Here again, attorney Jonathan Howe suggests using more specific language. “Existing legal protection is a bit hard to define,” he said. “A repeal of Roe would return the decision on abortion to the states, so the question then is what does the state have on the books at that moment?” Again, discrimination can be debated here, said Howe, while the issue is really about who can decide what is allowed.

“Yes, an argument can be made for discrimination,” Howe acknowledged, “but it is a stretch and certainly would result in litigation or arbitration. The best bet still is to be specific.”

How Abortion Laws Might Impact Meeting Attendees

Now that the Supreme Courty has overturned Roe v. Wade, we should gradually get more clarity on the possible implications for meeting attendees, noted industry consultant Joan Eisenstodt. Decision-makers need to understand and weigh the potential consequences of legislation on meeting participants.

Among questions that might be relevant to site selection: What happens if an attendee suffers a miscarriage during the meeting and seeks medical help in an anti-abortion state? Could an attendee from an anti-abortion state be arrested for seeking information — or even an abortion — in a state that allows it?

A planner at a women’s apparel business, who requested anonymity, shared this concern: “What happens if someone is raped and impregnated during my meeting? Which state’s laws would govern her choices?”

If the trigger laws go as far as expected, said Eisenstodt, even discussing abortion during a meeting could be considered criminal activity. “I watch all this carefully,” she added, “because my clients are watching, and it's my job to know.”

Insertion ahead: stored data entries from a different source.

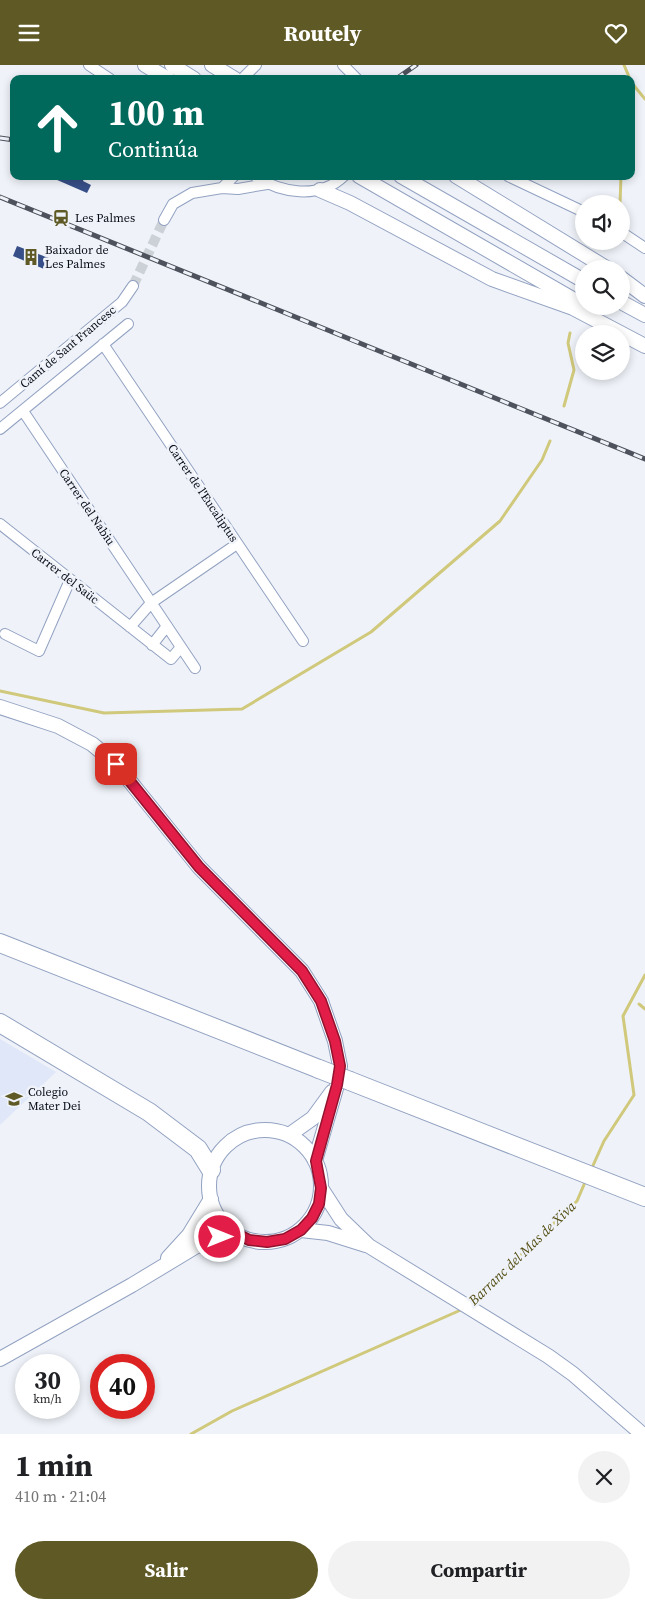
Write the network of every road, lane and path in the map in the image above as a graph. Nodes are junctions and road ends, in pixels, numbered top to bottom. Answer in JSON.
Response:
{"nodes":[{"id":1,"x":89,"y":65,"type":"edge"},
{"id":2,"x":145,"y":65,"type":"edge"},
{"id":3,"x":172,"y":65,"type":"edge"},
{"id":4,"x":212,"y":65,"type":"edge"},
{"id":5,"x":256,"y":65,"type":"edge"},
{"id":6,"x":342,"y":65,"type":"edge"},
{"id":7,"x":104,"y":75,"type":"edge"},
{"id":8,"x":161,"y":75,"type":"edge"},
{"id":9,"x":188,"y":75,"type":"edge"},
{"id":10,"x":228,"y":75,"type":"edge"},
{"id":11,"x":246,"y":75,"type":"edge"},
{"id":12,"x":353,"y":75,"type":"edge"},
{"id":13,"x":232,"y":180,"type":"edge"},
{"id":14,"x":261,"y":180,"type":"edge"},
{"id":15,"x":337,"y":180,"type":"edge"},
{"id":16,"x":366,"y":180,"type":"edge"},
{"id":17,"x":408,"y":180,"type":"edge"},
{"id":18,"x":463,"y":180,"type":"edge"},
{"id":19,"x":516,"y":180,"type":"edge"},
{"id":20,"x":267,"y":184,"type":"junction"},
{"id":21,"x":222,"y":188,"type":"junction"},
{"id":22,"x":320,"y":189,"type":"junction"},
{"id":23,"x":575,"y":208,"type":"edge"},
{"id":24,"x":164,"y":220,"type":"tunnel mouth"},
{"id":25,"x":630,"y":238,"type":"edge"},
{"id":26,"x":645,"y":248,"type":"edge"},
{"id":27,"x":593,"y":260,"type":"edge"},
{"id":28,"x":575,"y":276,"type":"edge"},
{"id":29,"x":630,"y":285,"type":"edge"},
{"id":30,"x":133,"y":286,"type":"tunnel mouth"},
{"id":31,"x":645,"y":296,"type":"edge"},
{"id":32,"x":575,"y":300,"type":"edge"},
{"id":33,"x":630,"y":307,"type":"edge"},
{"id":34,"x":601,"y":315,"type":"edge"},
{"id":35,"x":645,"y":315,"type":"edge"},
{"id":36,"x":128,"y":324,"type":"dead end"},
{"id":37,"x":645,"y":340,"type":"edge"},
{"id":38,"x":103,"y":344,"type":"junction"},
{"id":39,"x":645,"y":346,"type":"edge"},
{"id":40,"x":0,"y":403,"type":"edge"},
{"id":41,"x":23,"y":411,"type":"junction"},
{"id":42,"x":0,"y":429,"type":"edge"},
{"id":43,"x":0,"y":524,"type":"edge"},
{"id":44,"x":237,"y":544,"type":"junction"},
{"id":45,"x":70,"y":580,"type":"junction"},
{"id":46,"x":151,"y":603,"type":"junction"},
{"id":47,"x":167,"y":626,"type":"junction"},
{"id":48,"x":130,"y":627,"type":"junction"},
{"id":49,"x":5,"y":635,"type":"dead end"},
{"id":50,"x":303,"y":641,"type":"dead end"},
{"id":51,"x":152,"y":645,"type":"junction"},
{"id":52,"x":181,"y":647,"type":"junction"},
{"id":53,"x":195,"y":668,"type":"dead end"},
{"id":54,"x":0,"y":707,"type":"edge"},
{"id":55,"x":0,"y":943,"type":"edge"},
{"id":56,"x":0,"y":1023,"type":"edge"},
{"id":57,"x":344,"y":1083,"type":"junction"},
{"id":58,"x":289,"y":1135,"type":"junction"},
{"id":59,"x":316,"y":1161,"type":"junction"},
{"id":60,"x":211,"y":1170,"type":"junction"},
{"id":61,"x":321,"y":1188,"type":"junction"},
{"id":62,"x":645,"y":1197,"type":"edge"},
{"id":63,"x":211,"y":1199,"type":"junction"},
{"id":64,"x":301,"y":1230,"type":"junction"},
{"id":65,"x":232,"y":1231,"type":"junction"},
{"id":66,"x":369,"y":1246,"type":"junction"},
{"id":67,"x":159,"y":1268,"type":"junction"},
{"id":68,"x":0,"y":1359,"type":"edge"},
{"id":69,"x":642,"y":1434,"type":"edge"}],
"edges":[{"from":1,"to":7,"type":"street"},
{"from":2,"to":8,"type":"main road"},
{"from":3,"to":9,"type":"main road"},
{"from":4,"to":10,"type":"main road"},
{"from":5,"to":11,"type":"street"},
{"from":6,"to":12,"type":"street"},
{"from":13,"to":21,"type":"street"},
{"from":14,"to":20,"type":"street"},
{"from":15,"to":22,"type":"street"},
{"from":16,"to":32,"type":"main road"},
{"from":17,"to":28,"type":"main road"},
{"from":18,"to":27,"type":"main road"},
{"from":19,"to":23,"type":"street"},
{"from":20,"to":21,"type":"street"},
{"from":20,"to":22,"type":"street"},
{"from":21,"to":24,"type":"street"},
{"from":22,"to":39,"type":"main road"},
{"from":25,"to":26,"type":"street"},
{"from":29,"to":31,"type":"main road"},
{"from":30,"to":40,"type":"street","name":"Camí de Sant Francesc"},
{"from":33,"to":35,"type":"main road"},
{"from":34,"to":37,"type":"main road"},
{"from":36,"to":38,"type":"street","name":"Camí de Sant Francesc"},
{"from":38,"to":41,"type":"street","name":"Camí de Sant Francesc"},
{"from":38,"to":44,"type":"street","name":"Carrer de l'Eucaliptus"},
{"from":41,"to":42,"type":"street","name":"Camí de Sant Francesc"},
{"from":41,"to":46,"type":"street","name":"Carrer del Nabiu"},
{"from":43,"to":45,"type":"street","name":"Carrer del Saüc"},
{"from":44,"to":46,"type":"street"},
{"from":44,"to":50,"type":"street","name":"Carrer de l'Eucaliptus"},
{"from":45,"to":48,"type":"street","name":"Carrer del Saüc"},
{"from":45,"to":49,"type":"street"},
{"from":46,"to":47,"type":"street","name":"Carrer del Nabiu"},
{"from":46,"to":48,"type":"street"},
{"from":47,"to":51,"type":"street"},
{"from":47,"to":52,"type":"street","name":"Carrer del Nabiu"},
{"from":48,"to":51,"type":"street","name":"Carrer del Saüc"},
{"from":51,"to":52,"type":"street","name":"Carrer del Saüc"},
{"from":52,"to":53,"type":"street","name":"Carrer del Nabiu"},
{"from":54,"to":57,"type":"main road"},
{"from":55,"to":57,"type":"highway","bridge":true},
{"from":56,"to":60,"type":"highway"},
{"from":57,"to":58,"type":"main road"},
{"from":57,"to":59,"type":"main road"},
{"from":57,"to":62,"type":"highway"},
{"from":58,"to":59,"type":"main road"},
{"from":58,"to":60,"type":"main road"},
{"from":59,"to":61,"type":"main road"},
{"from":60,"to":63,"type":"main road"},
{"from":61,"to":64,"type":"main road"},
{"from":61,"to":66,"type":"main road"},
{"from":63,"to":65,"type":"main road"},
{"from":63,"to":67,"type":"main road"},
{"from":64,"to":65,"type":"main road"},
{"from":64,"to":66,"type":"main road"},
{"from":65,"to":67,"type":"main road"},
{"from":66,"to":69,"type":"main road"},
{"from":67,"to":68,"type":"main road"}]}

Planners Should Stay Informed and Think Ahead

Given today's decision, more divisive legislation could follow, noted Eisenstodt. “This is the beginning," she said. "It is likely that [now that Roe has fallen], so will other rights to privacy.”

“I think it’s too early to predict,” said Garland Preddy, director of education and training for the Society of Government Meeting Professionals. "Emotions are running high and it might be wise to wait before taking action," she added. “Decision-makers may have a difference of opinion when it comes to actual decisions on site selection.”